Et évidemment il y a le petit
nouveau, Mohammed Ben Abbes, un modèle d’intégration réussie (Polytechnique,
ENA) mais pas gagné à la laïcité. On pourrait dire « intégré mais pas
assimilé ». Ceux qui ont du mal à faire la nuance trouveront peut-être ici
une illustration de ce qu’elle est. Nous avons là un homme habile avec de grandes
ambitions. Il sera un moteur de l’islamisation de l’Europe, grâce à un habile
basculement démographique (et donc culturel) qui s’opérera en intégrant dans l’UE
les pays du Maghreb, puis l’Egypte, la Syrie, etc. Il reconstituera une forme d’empire
romain par la négociation. Mais un empire islamique. Méthode soft, mais
efficace.
Mais revenons à nos politiques,
ceux qui existent, les nôtres… à l’origine de ce basculement de la société. Je
n’emploie pas le mot de catastrophe voulant rester fidèle à l’auteur qui ne
juge pas.
La victoire de Ben Abbes est la
concrétisation de l’échec des partis dits de gouvernement. Leur grande faute
est d’avoir tenté d’imposer cette idée qu’il n’y avait pas d’alternative autre
que le choix entre le social-libéralisme et le libéralisme social. Ils n’ont
pas compris que l’élection allait se gagner sur les valeurs. Or il y a les
montantes et les déclinantes. Celles d’un islam se présentant modéré et celles
d’un occident en perte de sens. On notera par ailleurs un certain nombre de
valeurs partagées par les deux mouvances, la conception de la famille par
exemple, et qui permettront à quelques identitaires de changer de camp et d’être
en pointe dans le nouveau régime. L’universitaire qui amène le narrateur à sa
conversion, et qui est destiné à occuper de hautes fonctions (ministre des affaires
étrangères), est issu de la mouvance identitaire.
Nos politiques, ceux que nous
connaissons, quant à eux montrent quelle est leur motivation la plus profonde :
aller à la soupe. N’ayant aucune place à attendre dans un gouvernement dont Marine
Le Pen serait à la tête, ils réfèrent se rallier, en quête de maroquins, à Ben
Abbes lui assurant donc une victoire qui pourtant n’était pas assurée. Pour
cela, bien sûr, ils avaleront toutes les couleuvres nécessaires, jetant aux
orties les convictions que jusqu’alors ils affichaient. Et mieux, le
gouvernement sortant laissera perturber un second tour électoral pour le
reporter, le temps de se donner les moyens de garantir les chances de succès de
Ben Abbes et en même temps de s’assurer de futures places. Les fonctionnaires
de la DGSI qui les auront avertis des perturbations prévisibles seront révoqués
avant d’avoir pu approfondir leurs investigations et empêcher ce sabotage.

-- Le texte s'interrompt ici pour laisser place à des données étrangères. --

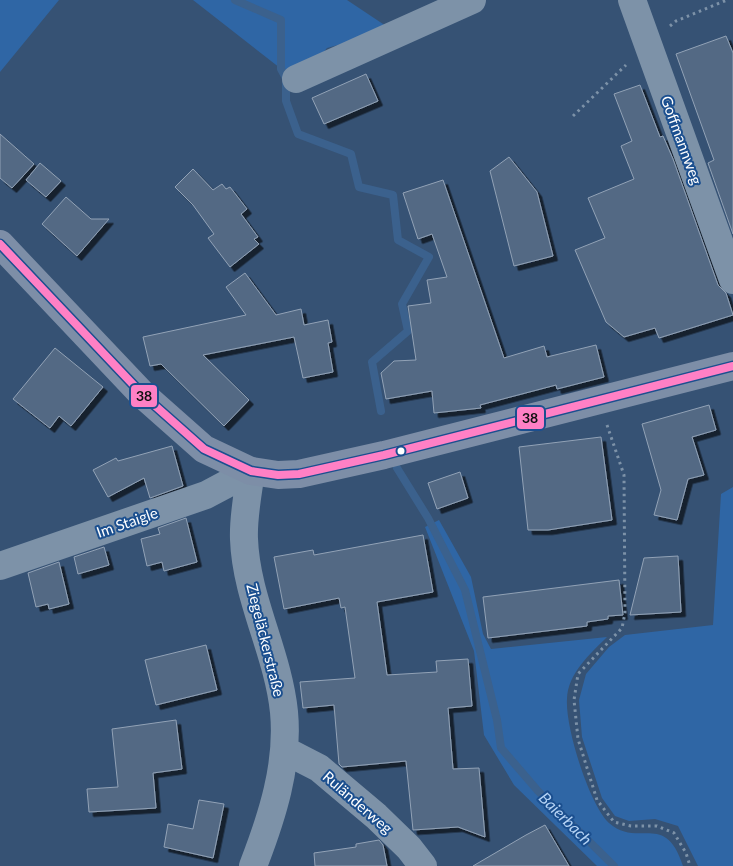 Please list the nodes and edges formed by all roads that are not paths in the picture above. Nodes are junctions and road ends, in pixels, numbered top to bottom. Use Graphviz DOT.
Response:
graph roads {
  1 [pos="472,0"];
  2 [pos="632,0"];
  3 [pos="296,79"];
  4 [pos="0,244"];
  5 [pos="733,280"];
  6 [pos="733,366"];
  7 [pos="251,471"];
  8 [pos="0,566"];
  9 [pos="284,750"];
  10 [pos="253,866"];
  11 [pos="423,866"];
  1 -- 3 [label="street"];
  2 -- 5 [label="street, Goffmannweg"];
  4 -- 7 [label="main road"];
  6 -- 7 [label="main road"];
  7 -- 8 [label="street, Im Staigle"];
  7 -- 9 [label="street, Ziegeläckerstraße"];
  9 -- 10 [label="street, Ziegeläckerstraße"];
  9 -- 11 [label="street, Ruländerweg"];
} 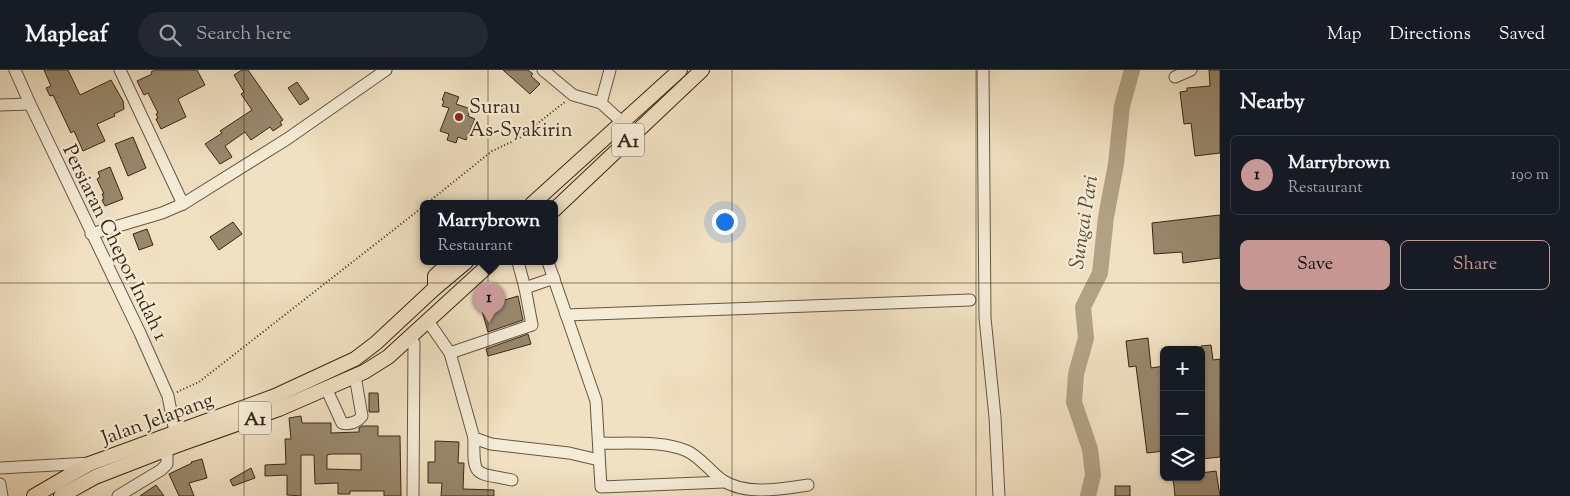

Voilà un beau tableau surprenant
de réalisme.
Cette lecture que j’ai faite de « Soumission »
peut-être bien sûr contestée. Ceux qui verront là seulement une œuvre islamophobe,
un torchon islamophobe pardon, auront peut-être des arguments à opposer à cette
perception. Ou pas. Mais qu’ils ne soient pas d’accord, même en panne d’arguments,
ne m‘étonnera guère, car ce livre est un miroir que leur tend Houellebecq et je
comprends qu’ils s’y trouvent moches.